In the present case both Gold and True were written by Mr Gary Kemp in the spring of 1982. He was the sole author of both the music (as found by Park J) and the lyrics. The copyright would therefore have vested in him save for the fact that he was at the time employed by Reformation for his composing and writing services. Reformation was a company wholly owned by Mr Kemp, and of which he and Mr Dagger were directors, which had been formed to employ him for that purpose: see Park J's judgment at 597 (section D) and 598 (section E1). That meant the copyright vested in Reformation. Reformation's claim in this action is in fact pleaded solely by reference to the musical works and not the literary works, but it was not suggested that this was of any practical significance.

13

Mr Dagger refers to these rights as the copyright in the compositions or the publishing rights. He distinguishes them from the rights in the recording (otherwise known as the “masters”) which are usually owned by the record company to which the band was signed at the time. In the present case the recording rights are owned by Warner Group.

14

The practical effect is that when a song is used in advertising or the like, two licences are needed. One is from the owner of the copyright in the particular recording which is used. The other is from the owner of the publishing rights.
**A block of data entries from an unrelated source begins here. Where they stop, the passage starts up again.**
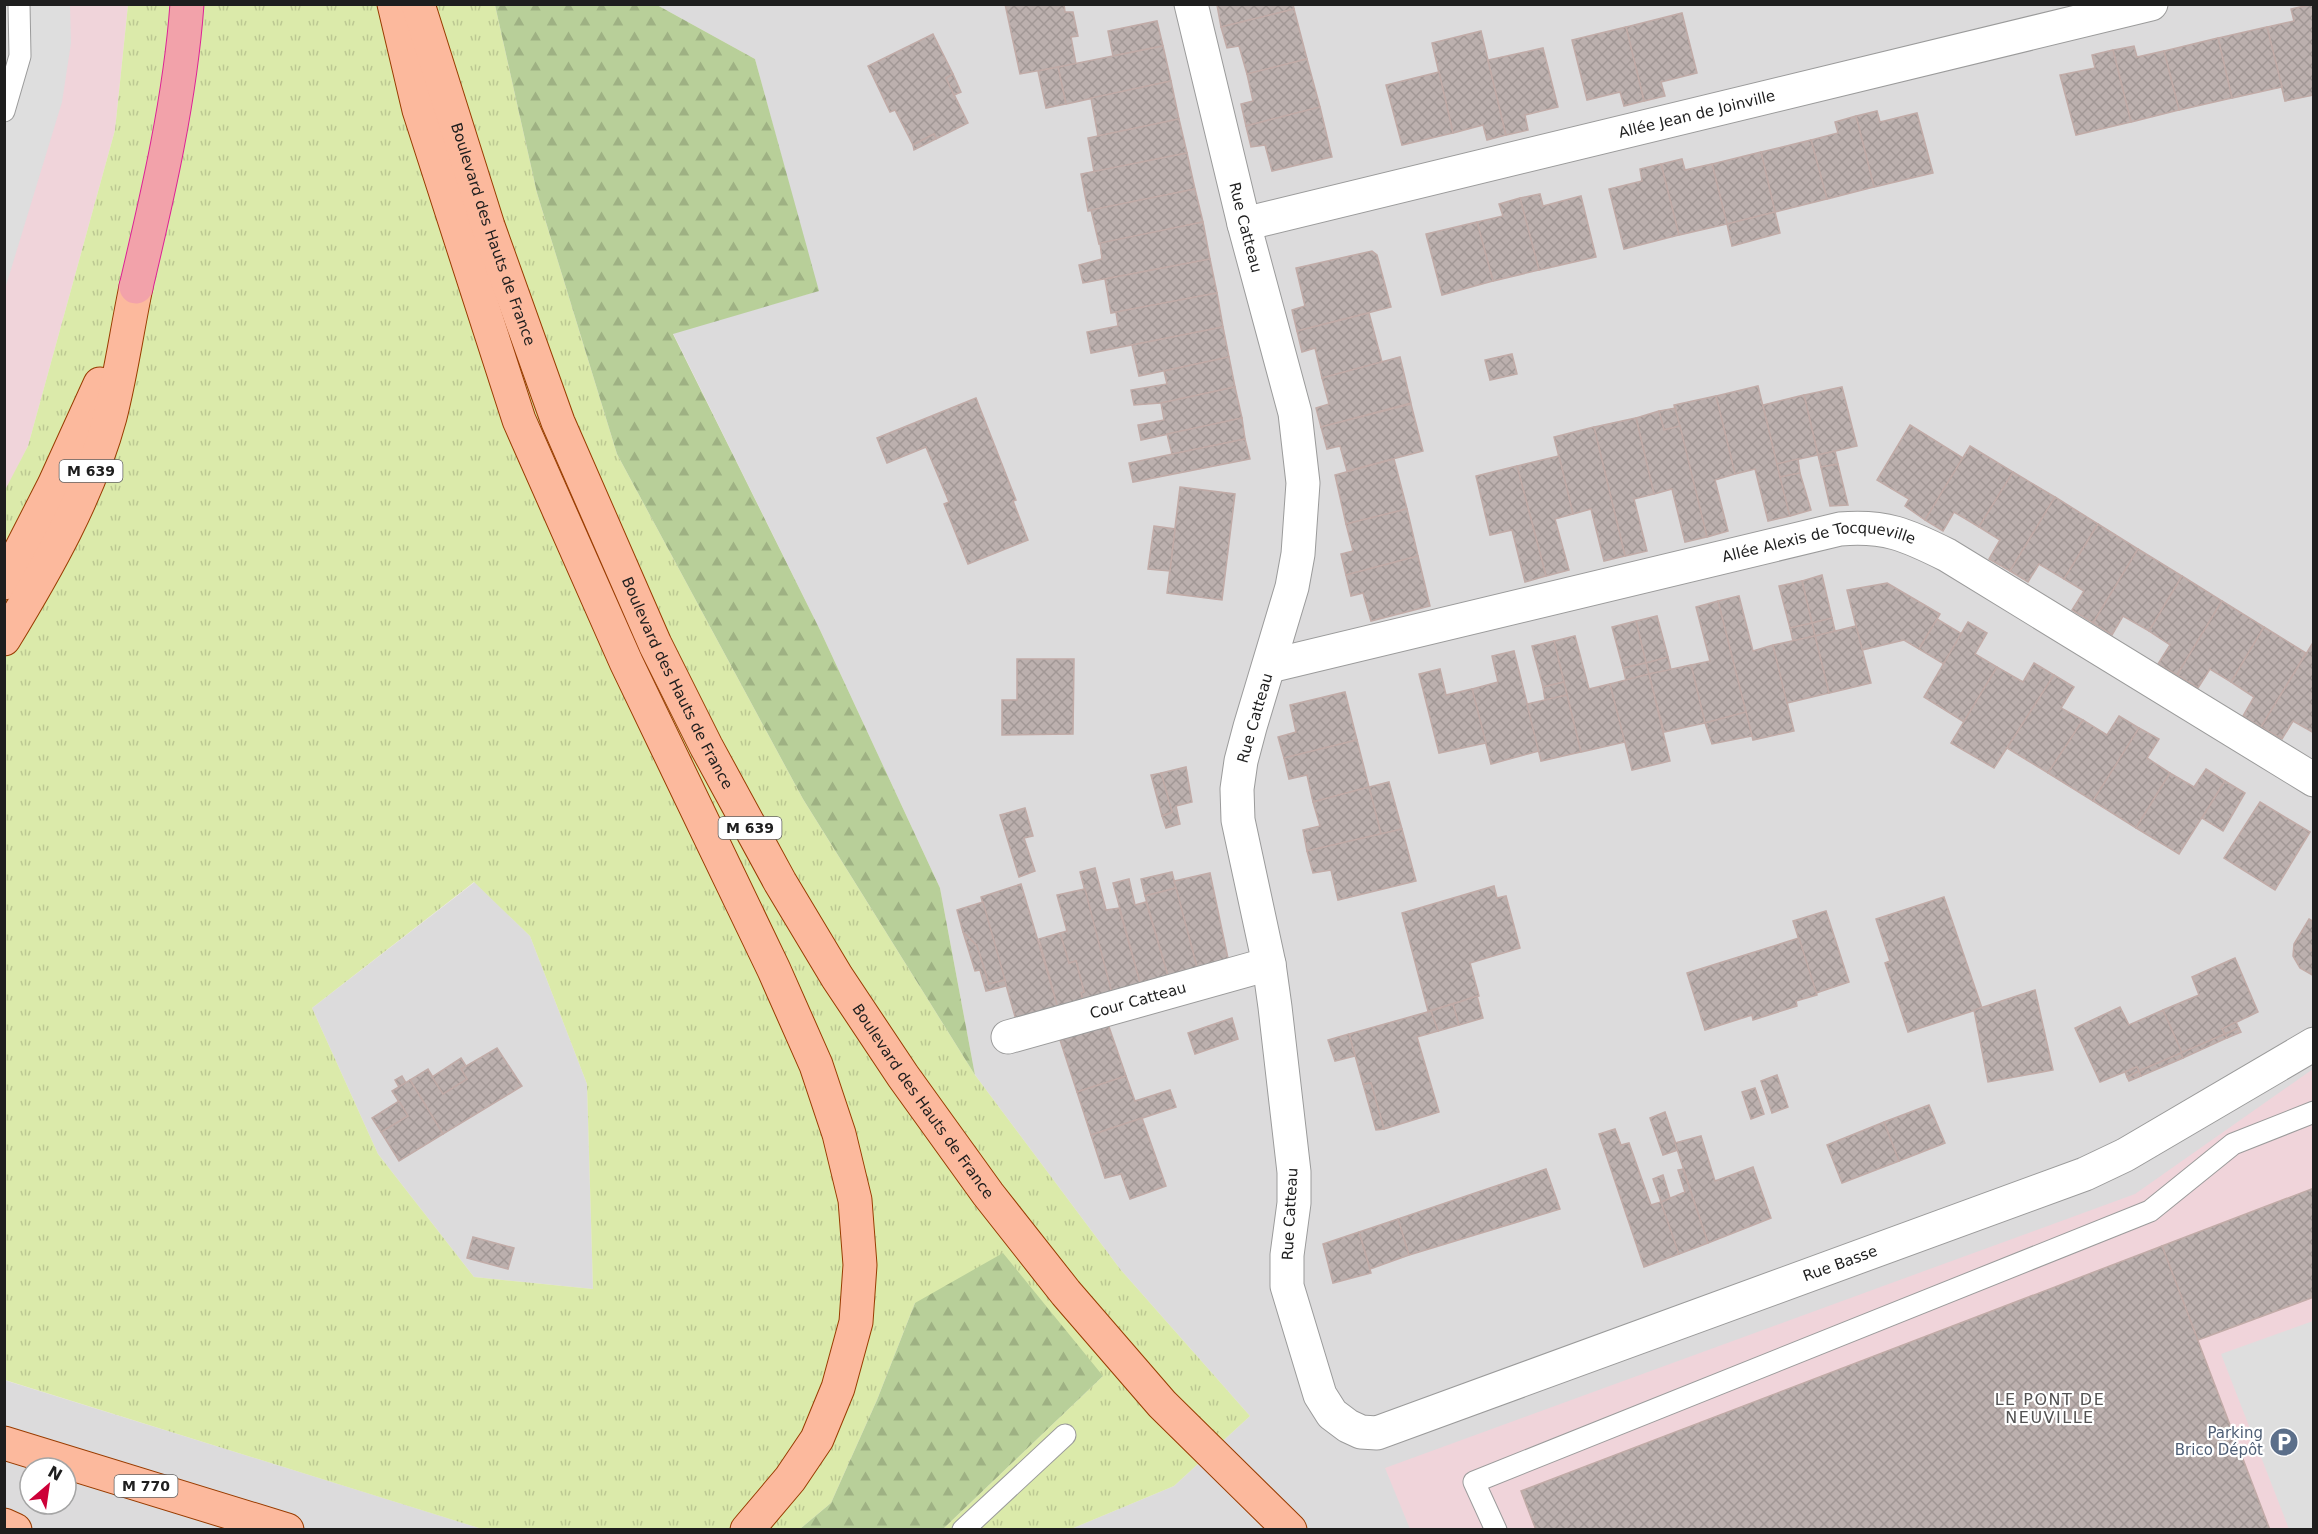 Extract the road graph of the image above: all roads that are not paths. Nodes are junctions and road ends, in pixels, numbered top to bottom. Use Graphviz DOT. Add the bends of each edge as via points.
graph roads {
  1 [pos="19,4"];
  2 [pos="187,4"];
  3 [pos="394,4"];
  4 [pos="418,4"];
  5 [pos="1191,4"];
  6 [pos="2151,4"];
  7 [pos="4,111"];
  8 [pos="1245,224"];
  9 [pos="136,287"];
  10 [pos="4,583"];
  11 [pos="4,639"];
  12 [pos="1270,666"];
  13 [pos="2313,780"];
  14 [pos="1269,964"];
  15 [pos="1008,1037"];
  16 [pos="2313,1044"];
  17 [pos="2313,1112"];
  18 [pos="1348,1426"];
  19 [pos="1065,1435"];
  20 [pos="4,1443"];
  21 [pos="5,1528"];
  22 [pos="15,1530"];
  23 [pos="287,1530"];
  24 [pos="747,1530"];
  25 [pos="963,1530"];
  26 [pos="1290,1530"];
  27 [pos="1496,1530"];
  1 -- 7 [label="lane" via="20,56"];
  2 -- 9 [label="highway, M 639" via="175,106"];
  3 -- 24 [label="main road, M 639" via="420,110 519,420 626,662 816,1065 855,1200 860,1265 856,1322 838,1388 817,1439"];
  4 -- 26 [label="main road, Boulevard des Hauts de France / M 639" via="488,226 558,422 655,644 780,882 903,1076 1066,1293 1162,1404"];
  5 -- 8 [label="street, Rue Catteau"];
  6 -- 8 [label="street, Allée Jean de Joinville"];
  8 -- 12 [label="street, Rue Catteau" via="1295,413 1303,483 1292,587"];
  9 -- 10 [label="main road, M 639" via="93,403"];
  9 -- 11 [label="main road, M 639" via="110,417 93,466 63,534"];
  12 -- 13 [label="street, Allée Alexis de Tocqueville" via="1840,529 1864,527 1890,530 1947,555"];
  12 -- 14 [label="street, Rue Catteau" via="1241,761 1238,789 1238,820"];
  14 -- 15 [label="street, Cour Catteau"];
  14 -- 18 [label="street, Rue Catteau" via="1294,1172 1287,1286 1320,1395 1332,1414"];
  16 -- 18 [label="street, Rue Basse" via="2125,1155 2085,1174 1377,1433"];
  17 -- 27 [label="lane" via="2234,1144 2150,1211 1474,1482"];
  19 -- 25 [label="lane"];
  20 -- 23 [label="main road, M 770"];
  21 -- 22 [label="main road"];
} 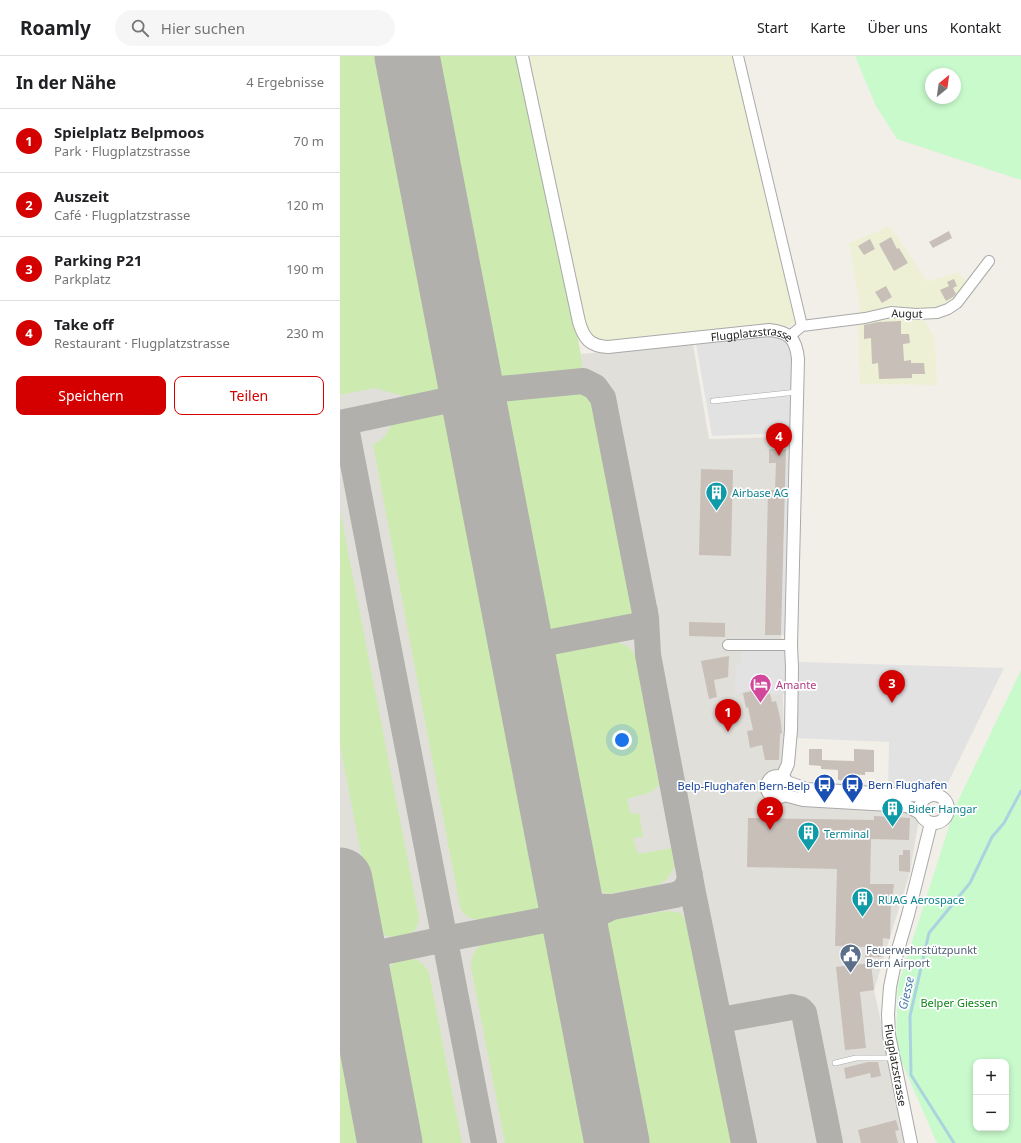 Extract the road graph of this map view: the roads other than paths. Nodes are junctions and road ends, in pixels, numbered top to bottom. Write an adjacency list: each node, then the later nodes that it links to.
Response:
1 (522, 56): 5 (street, Flugplatzstrasse)
2 (738, 56): 4 (street)
3 (989, 261): 4 (street, Augut)
4 (802, 326): 5 (street)
5 (790, 336): 6 (street, Flugplatzstrasse)
6 (797, 392): 7 (lane); 9 (street, Flugplatzstrasse)
7 (713, 401)
8 (728, 645): 9 (street)
9 (791, 645): 10 (street, Flugplatzstrasse)
10 (785, 780): 11 (street); 11 (street); 12 (street)
11 (784, 795): 13 (street)
12 (929, 796): 13 (street); 14 (street)
13 (920, 813): 14 (street)
14 (931, 823): 15 (street, Flugplatzstrasse)
15 (894, 1058): 16 (lane); 17 (street, Flugplatzstrasse)
16 (835, 1063)
17 (911, 1143) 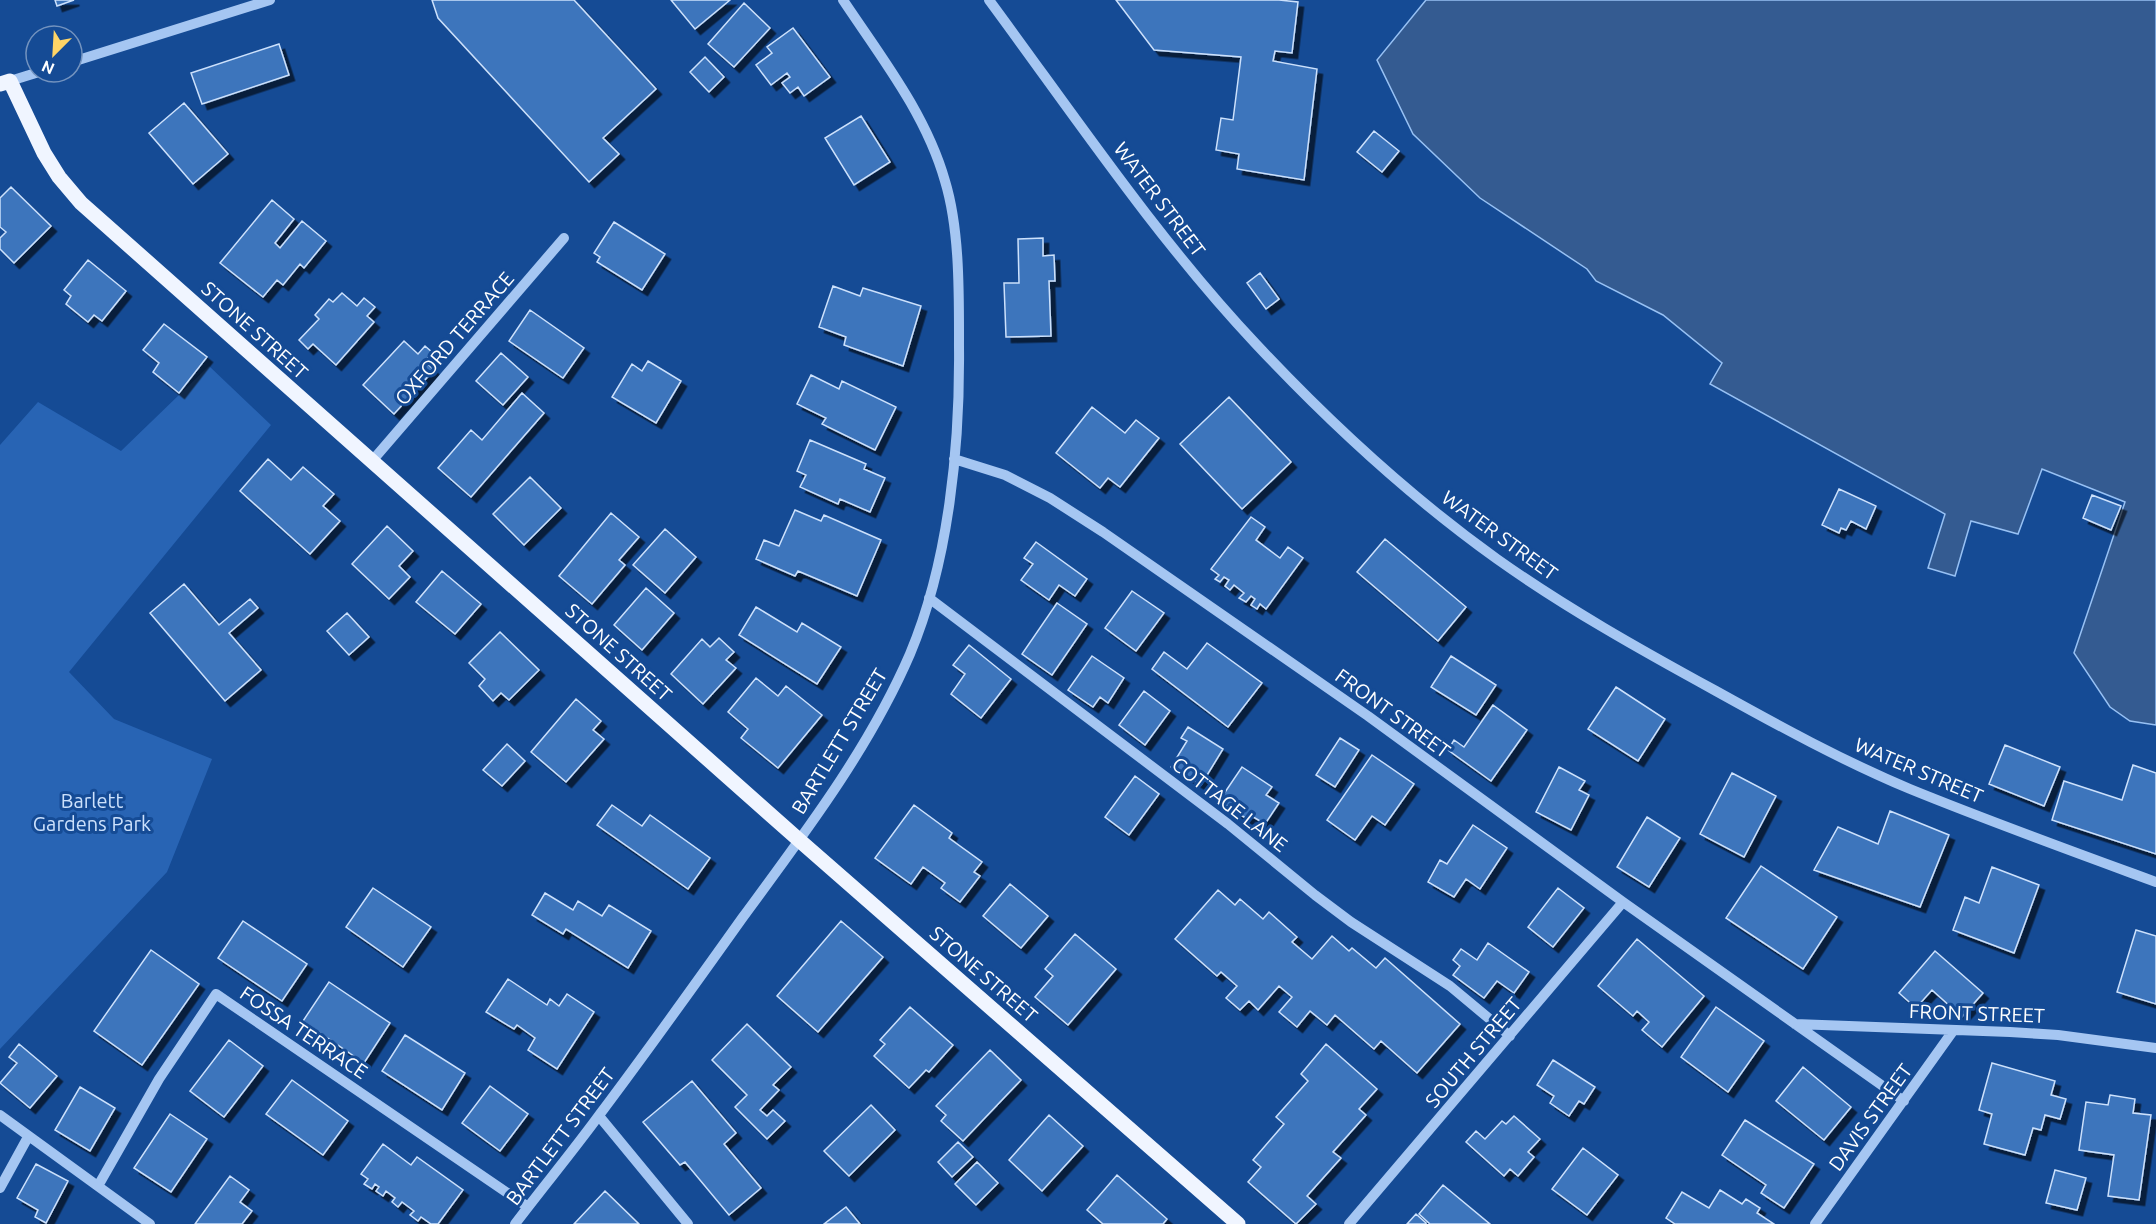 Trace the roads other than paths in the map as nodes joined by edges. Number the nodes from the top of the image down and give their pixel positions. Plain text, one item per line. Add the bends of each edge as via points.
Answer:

Facts – (ii) the cruise and the Publicity Clip

15

The Defendants trade together as Cruiseco and I will refer to them as Cruiseco without distinguishing between them. I can take the background from the evidence of Mr Stephen Lloyd. Mr Lloyd was the Chief Executive of Cruiseco from 2000 to March 2017, and a consultant from April to October 2017 when he retired. He is resident in Australia and was not called to give oral evidence but the Defendants relied on his witness statement as hearsay. His evidence was therefore not tested in cross-examination but there is no reason to doubt what he says about the background.

16

Cruiseco operates and markets cruise holidays in Australia and the UK. It has offices in Australia and the UK, and websites with Australian and UK domain names which it uses to advertise to Australian and UK customers.

17

On a number of occasions it has chartered and managed those charters for a specialist music-themed cruise operator called Cruising Country Pty Ltd, trading as Choose Your Cruise ( “Choose Your Cruise”), to hold music-themed cruises. On these ventures Cruiseco's role...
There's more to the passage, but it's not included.